As a child, Najjda learned the ways of Bau-Hatt, the sun goddess who made crops prosper and healed the sick. When the turbaned killers came, she prayed to Bau-Hatt to spare her village. Those prayers went unheeded, and Najjda was taken as a slave to Port Royal, Jamaica. There, she served as a drudge, a tavern girl, then a housekeeper. One night, Bau-Hatt came to her and imbued her with the strength to blast her master's house to splinters. Since then, that power has grown, tended by the wise young woman Najjda has become.
In time, she journeyed to Horizon, and quickly won a place assisting the former Celestial Representative, Father deGama. She soon quit in disgust and later went on to help other slaves escape their masters. Despite her hard life, Najjda remained a caring and disciplined woman, rarely giving in to hate even under the worst conditions. Even so, she was, and remains, a capable warrior when circumstances demand war.
After the Ahl-i-Batin left the Council in the 1920s, Najjda's allies convinced her to return to Horizon. She has been a fixture on the Council ever since, and won the seat itself after deGama's death in 1944. Over 300 years old, she retains her vigor and transforms into animals to watch over her chosen people. The turmoils in her central African homeland, however, have wounded her spirit. She has brought rain and purged sicknesses on more than one occasion, but realizes that her battle cannot be won alone.

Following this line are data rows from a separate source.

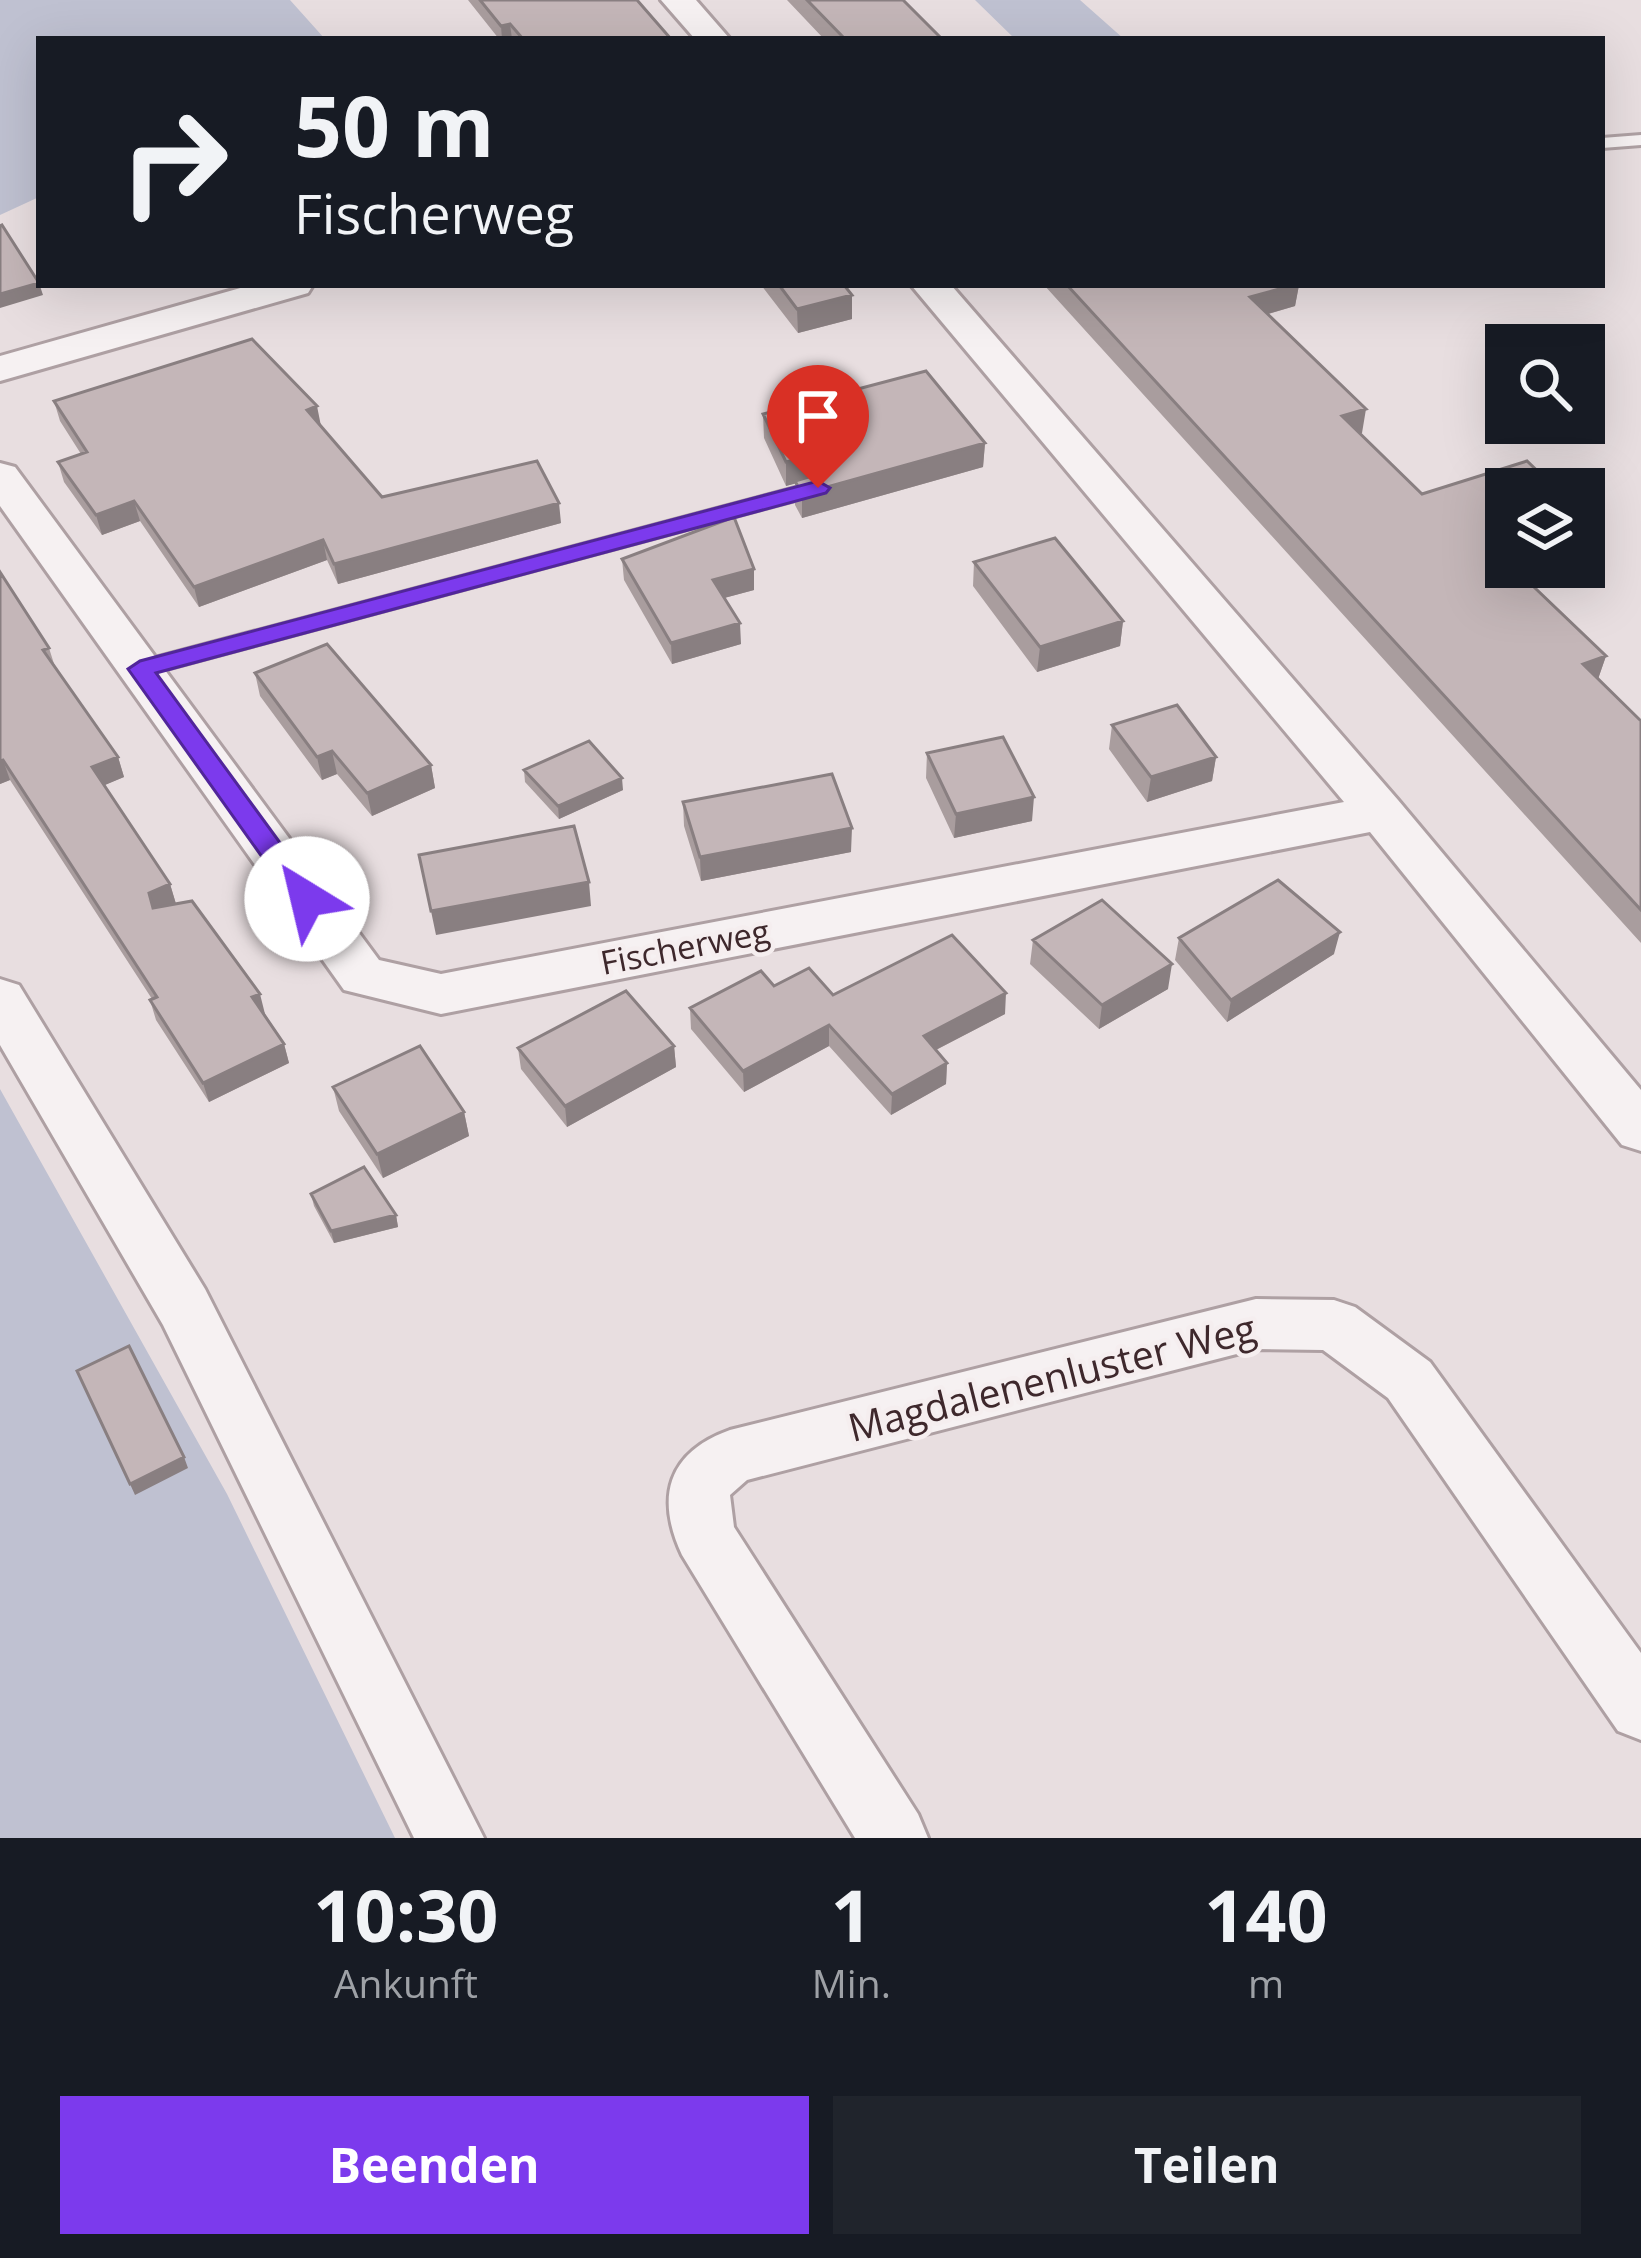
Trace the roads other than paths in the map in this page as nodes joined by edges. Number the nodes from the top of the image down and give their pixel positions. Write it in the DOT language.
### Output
graph roads {
  1 [pos="678,0"];
  2 [pos="710,36"];
  3 [pos="1641,140"];
  4 [pos="1605,143"];
  5 [pos="284,288"];
  6 [pos="933,288"];
  7 [pos="0,369"];
  8 [pos="0,476"];
  9 [pos="818,488"];
  10 [pos="140,669"];
  11 [pos="1381,812"];
  12 [pos="0,999"];
  13 [pos="1641,1129"];
  14 [pos="1641,1708"];
  15 [pos="450,1838"];
  16 [pos="894,1838"];
  1 -- 2 [label="street"];
  3 -- 4 [label="lane"];
  5 -- 7 [label="street"];
  6 -- 11 [label="street"];
  8 -- 10 [label="street, Fischerweg"];
  9 -- 10 [label="lane"];
  10 -- 11 [label="street, Fischerweg"];
  11 -- 13 [label="street"];
  12 -- 15 [label="street"];
  14 -- 16 [label="street, Magdalenenluster Weg"];
}
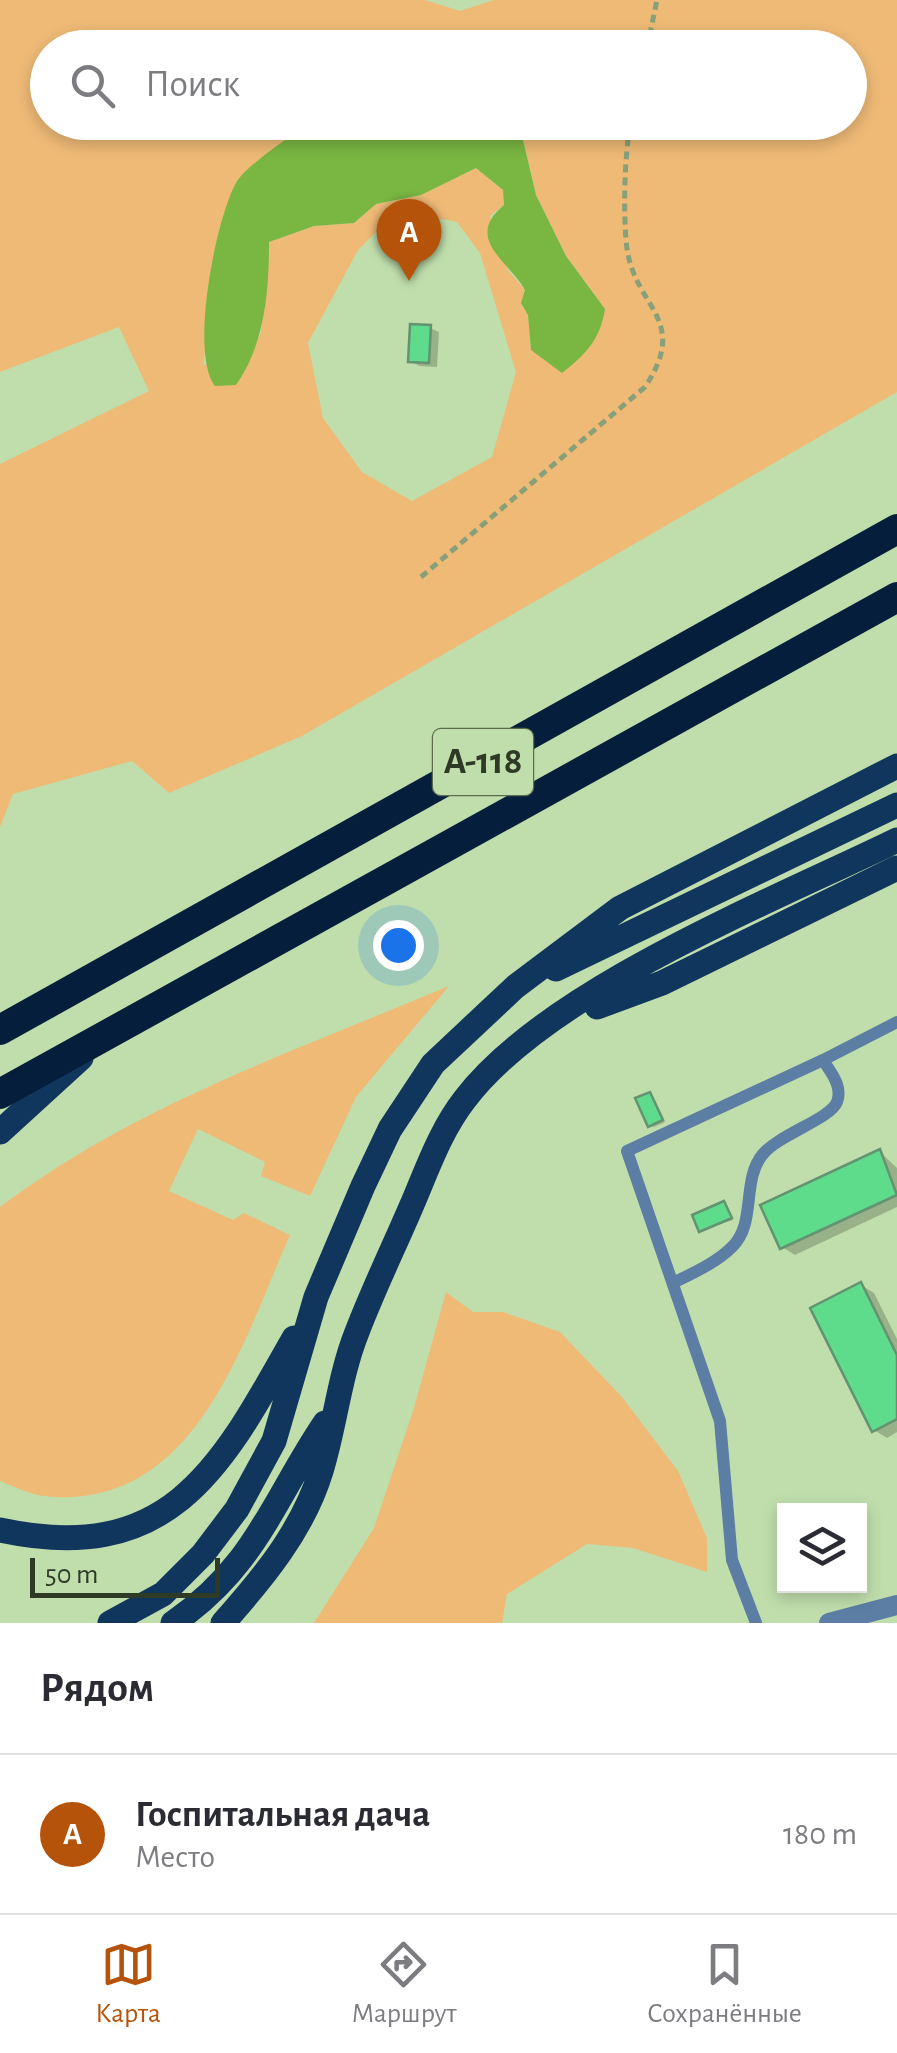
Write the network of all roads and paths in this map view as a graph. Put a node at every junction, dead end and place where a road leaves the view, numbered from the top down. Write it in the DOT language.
graph roads {
  1 [pos="657,0"];
  2 [pos="651,30"];
  3 [pos="630,140"];
  4 [pos="897,529"];
  5 [pos="421,577"];
  6 [pos="897,597"];
  7 [pos="897,766"];
  8 [pos="897,805"];
  9 [pos="897,840"];
  10 [pos="897,868"];
  11 [pos="515,987"];
  12 [pos="897,1022"];
  13 [pos="541,1028"];
  14 [pos="0,1030"];
  15 [pos="100,1040"];
  16 [pos="823,1060"];
  17 [pos="0,1094"];
  18 [pos="0,1132"];
  19 [pos="673,1283"];
  20 [pos="316,1297"];
  21 [pos="336,1408"];
  22 [pos="0,1530"];
  23 [pos="897,1604"];
  24 [pos="110,1623"];
  25 [pos="173,1623"];
  26 [pos="224,1623"];
  27 [pos="756,1623"];
  28 [pos="829,1623"];
  1 -- 2 [label="path"];
  3 -- 5 [label="path"];
  4 -- 14 [label="highway, А-118"];
  6 -- 15 [label="highway, А-118"];
  7 -- 11 [label="main road"];
  8 -- 11 [label="main road"];
  9 -- 13 [label="main road"];
  10 -- 13 [label="main road"];
  11 -- 20 [label="main road"];
  12 -- 16 [label="lane"];
  13 -- 21 [label="main road"];
  15 -- 17 [label="highway, А-118"];
  15 -- 18 [label="main road"];
  16 -- 19 [label="lane"];
  16 -- 19 [label="lane"];
  19 -- 27 [label="lane"];
  20 -- 22 [label="main road"];
  20 -- 24 [label="main road"];
  21 -- 25 [label="main road"];
  21 -- 26 [label="main road"];
  23 -- 28 [label="street"];
}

Najjda is a West African woman, roughly 5'3" and 140 lbs. Though centuries old, she only seems 70 or so. She wears a lip ring, a red and white beaded necklace and matching bracelet, and her gray hair pulled back in tight, beaded braids. Her full-length white robe has been dyed with red geometric patterns, and her self-confident, confrontational manner hides a wealth of empathy for the suffering.